> _Activity_:
Search the listing below for the word "lane" and copy each line where it appears.

> _Input_:
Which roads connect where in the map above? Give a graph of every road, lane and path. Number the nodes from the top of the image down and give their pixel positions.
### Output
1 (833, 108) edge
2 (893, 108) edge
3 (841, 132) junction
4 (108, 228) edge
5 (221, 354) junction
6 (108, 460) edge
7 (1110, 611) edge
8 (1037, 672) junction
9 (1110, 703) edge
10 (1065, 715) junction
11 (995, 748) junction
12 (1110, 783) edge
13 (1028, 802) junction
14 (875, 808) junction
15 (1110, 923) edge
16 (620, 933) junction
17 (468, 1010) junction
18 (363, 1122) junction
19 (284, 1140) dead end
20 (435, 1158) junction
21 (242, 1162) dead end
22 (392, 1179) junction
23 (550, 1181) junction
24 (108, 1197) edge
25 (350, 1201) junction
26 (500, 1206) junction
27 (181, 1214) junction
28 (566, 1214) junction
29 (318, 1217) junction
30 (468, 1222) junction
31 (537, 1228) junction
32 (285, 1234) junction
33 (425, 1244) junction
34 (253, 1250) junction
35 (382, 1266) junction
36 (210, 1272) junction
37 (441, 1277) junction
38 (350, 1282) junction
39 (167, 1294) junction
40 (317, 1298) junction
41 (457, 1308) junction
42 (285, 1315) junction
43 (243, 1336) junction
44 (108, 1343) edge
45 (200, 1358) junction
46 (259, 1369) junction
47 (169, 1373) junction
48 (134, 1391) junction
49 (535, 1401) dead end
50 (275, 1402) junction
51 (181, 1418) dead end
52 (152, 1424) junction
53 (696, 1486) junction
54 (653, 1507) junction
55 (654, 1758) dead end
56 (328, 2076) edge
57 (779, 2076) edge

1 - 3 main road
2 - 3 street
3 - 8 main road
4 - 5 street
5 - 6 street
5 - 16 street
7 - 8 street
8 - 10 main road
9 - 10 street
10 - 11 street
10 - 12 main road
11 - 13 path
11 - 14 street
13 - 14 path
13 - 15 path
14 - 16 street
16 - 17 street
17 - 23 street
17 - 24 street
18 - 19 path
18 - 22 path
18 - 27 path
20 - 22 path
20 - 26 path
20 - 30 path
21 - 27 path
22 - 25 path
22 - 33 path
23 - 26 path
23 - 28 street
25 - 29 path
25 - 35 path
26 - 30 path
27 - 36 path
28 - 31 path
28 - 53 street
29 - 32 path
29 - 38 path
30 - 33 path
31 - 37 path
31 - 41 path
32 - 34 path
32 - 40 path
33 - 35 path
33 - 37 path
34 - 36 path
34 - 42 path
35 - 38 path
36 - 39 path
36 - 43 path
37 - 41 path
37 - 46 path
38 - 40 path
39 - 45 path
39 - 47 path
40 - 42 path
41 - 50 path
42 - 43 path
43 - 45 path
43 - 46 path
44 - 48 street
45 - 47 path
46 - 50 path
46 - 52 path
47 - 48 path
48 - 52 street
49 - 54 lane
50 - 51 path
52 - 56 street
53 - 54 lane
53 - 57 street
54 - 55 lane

> _Response_:
Which roads connect where in the map above? Give a graph of every road, lane and path. Number the nodes from the top of the image down and give their pixel positions.
49 - 54 lane
53 - 54 lane
54 - 55 lane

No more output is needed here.